ワークマンは4月15日、春夏商戦の戦略を発表した。猛暑対策需要の高まりを受け、これまで主に作業者向けに展開してきた電動ファン付きウェアや半導体冷房服を、一般生活者向けにも本格展開する。販売計画は、作業者向けが165万点・150億円、一般生活者向けが57万点・53億円で、女性向けも拡充。東京国際フォーラム(東京・千代田)では、商品のデモンストレーションとして、45度の暑熱環境を再現した「超過酷‼灼熱ランウェイファッションショー」も実施した。
ワークマンが重点訴求するファン付きウェア
専務取締役の土屋哲雄氏は、「災害級・気温45℃で君は生き延びることができるのか」をテーマに、今季の主力5製品と販売計画を説明した。冒頭では「日本の夏はもはや災害の域に達している。去年は過去最も暑い夏で、異常気象が “異常” ではなく “常態化” している」と危機感を示した。
同氏によると、14年前の入社当時、同社の売上に占める夏物と冬物の比率は35対65だったが、現在は65対35へと逆転している。かつては防寒着のイメージが強かった同社だが、いまや夏物で稼ぐ構造へと転換したという。
気象庁のデータによると、昨年は40度超えが29回に達し、最高気温は群馬県伊勢崎市で41.8度を記録。総務省消防庁によると、熱中症による救急搬送者は5月から10月にかけて約10万人に上るが、そのうち作業系従事者は1割にとどまる。
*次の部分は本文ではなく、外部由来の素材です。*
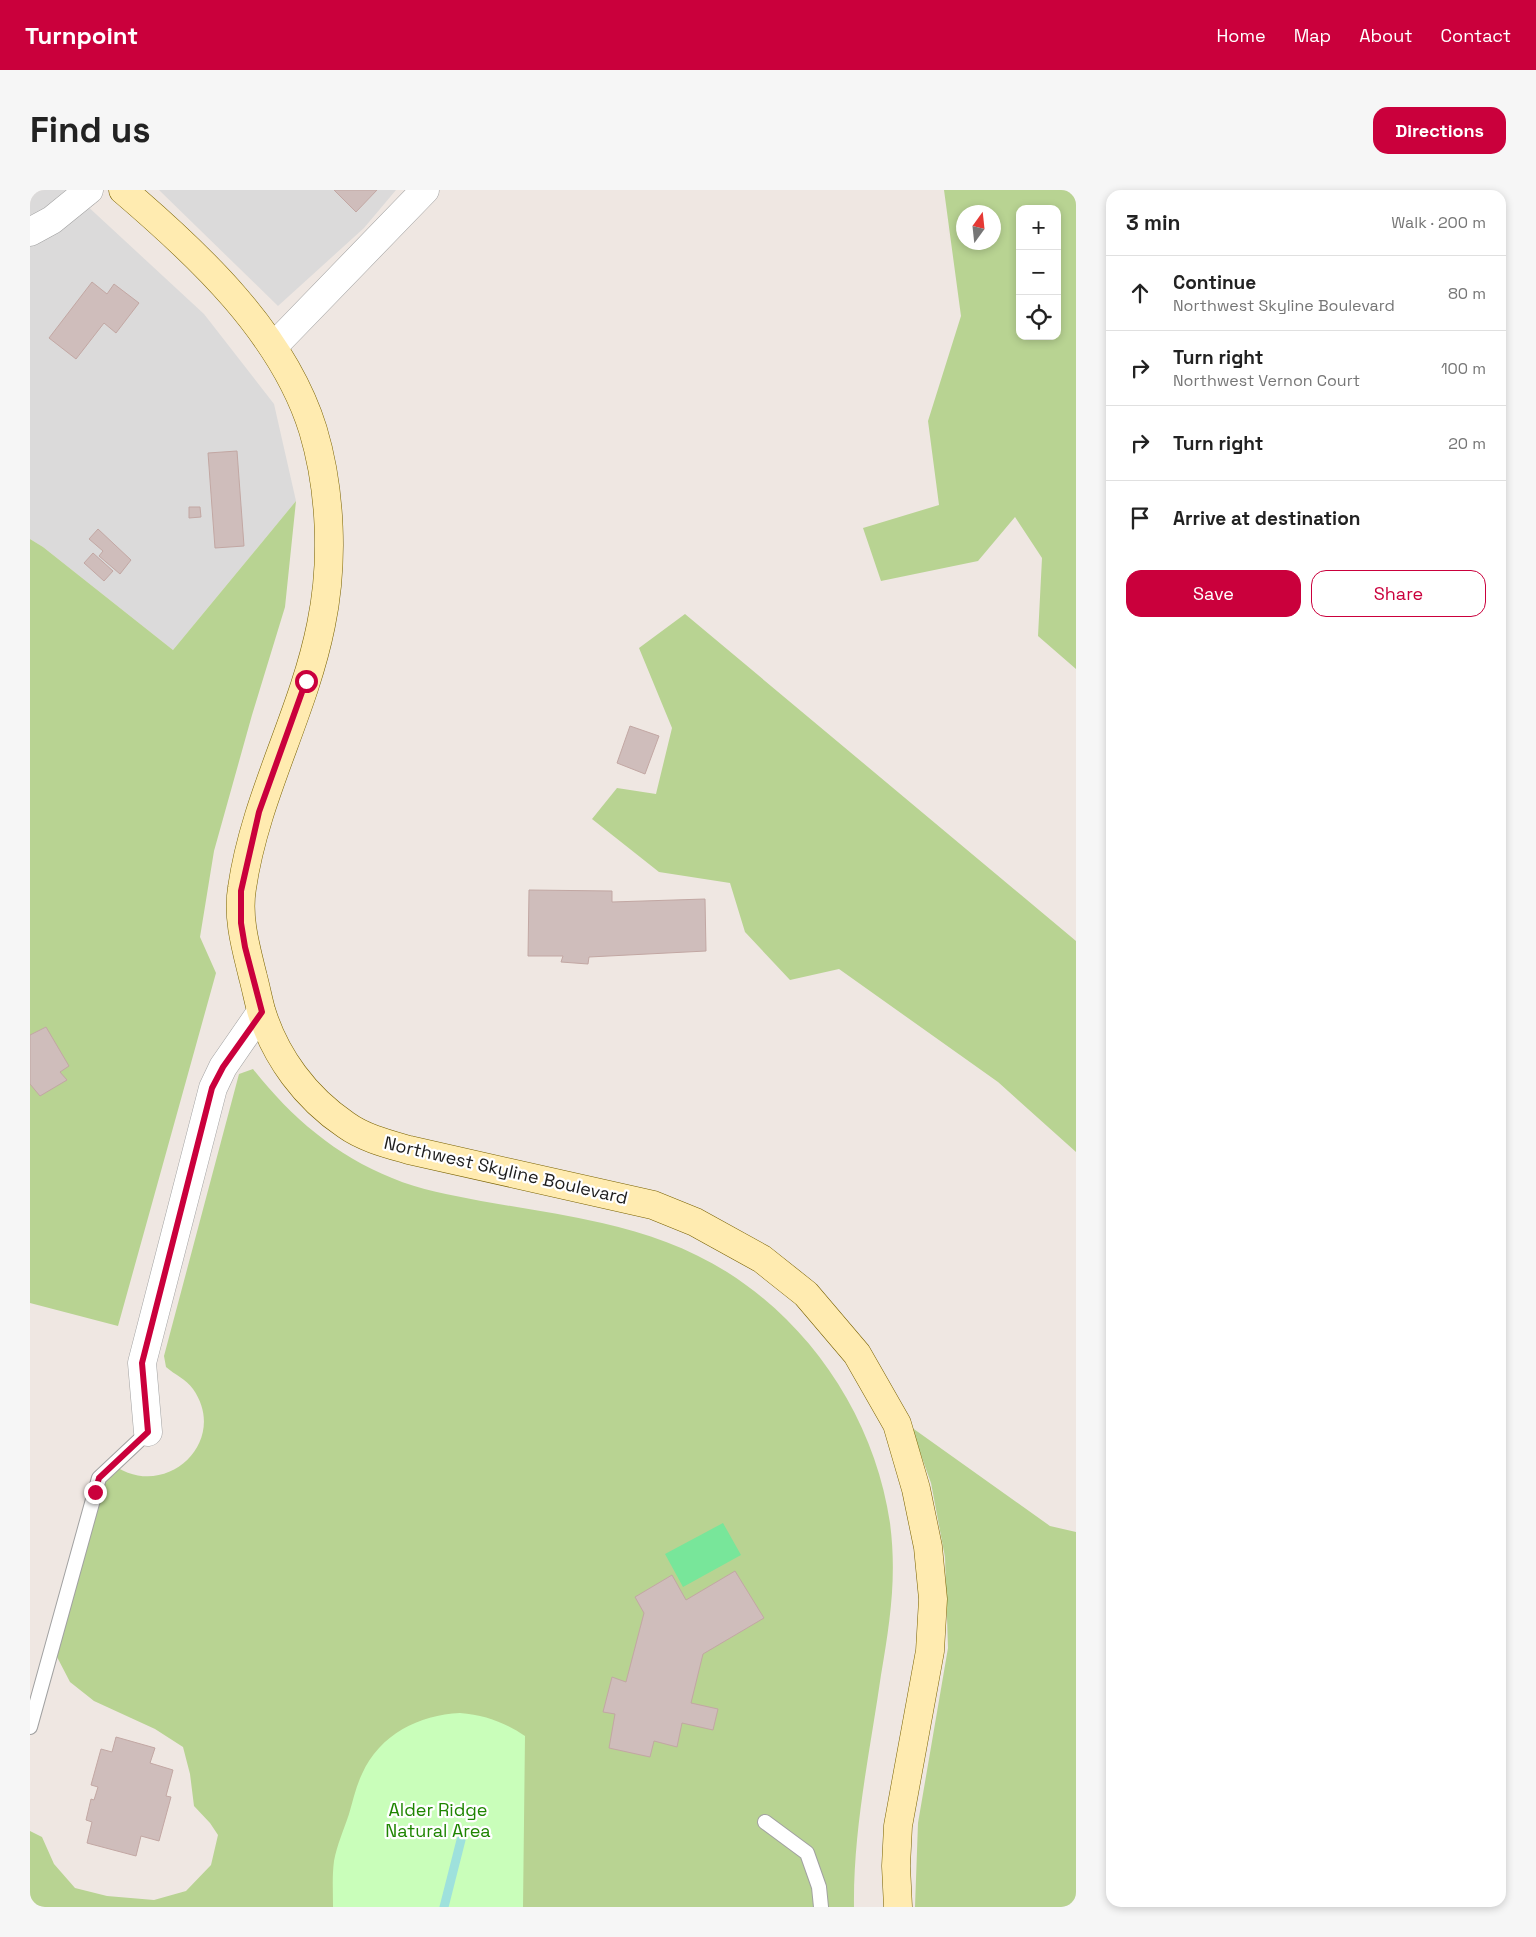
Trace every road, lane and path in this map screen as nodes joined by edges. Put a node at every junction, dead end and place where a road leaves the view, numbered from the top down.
1 (89, 190) edge
2 (123, 190) edge
3 (425, 190) edge
4 (30, 232) edge
5 (273, 346) junction
6 (262, 1012) junction
7 (148, 1432) joint
8 (30, 1727) edge
9 (765, 1822) dead end
10 (821, 1907) edge
11 (898, 1907) edge

1 - 4 street
2 - 5 main road, Northwest Skyline Boulevard
3 - 5 street
5 - 6 main road, Northwest Skyline Boulevard
6 - 7 street
6 - 11 main road, Northwest Skyline Boulevard
7 - 8 lane
9 - 10 lane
作業現場では昨年から「改正労働安全衛生規則」が施行され、熱中症対策が義務化された。これにより、作業系の熱中症死亡者数は減少した一方で、一般生活者向けの対策は十分に進んでいないとみて、今年は一般生活者向けの猛暑対策ウェアを本格的に普及させる方針だ。
会場では、スポットライトやハロゲンランプ、遠赤外線ヒーターで真夏の路上を再現したランウェイに加え、40度前後に設定した「暑熱ルーム」や、UVカット機能を体験できる「UV照射ルーム」も設けた。来場者には「XShelter暑熱αフーディ」や半導体直冷方式のペルチェベストの貸し出しも行い、猛暑対策機能を体感できる構成とした。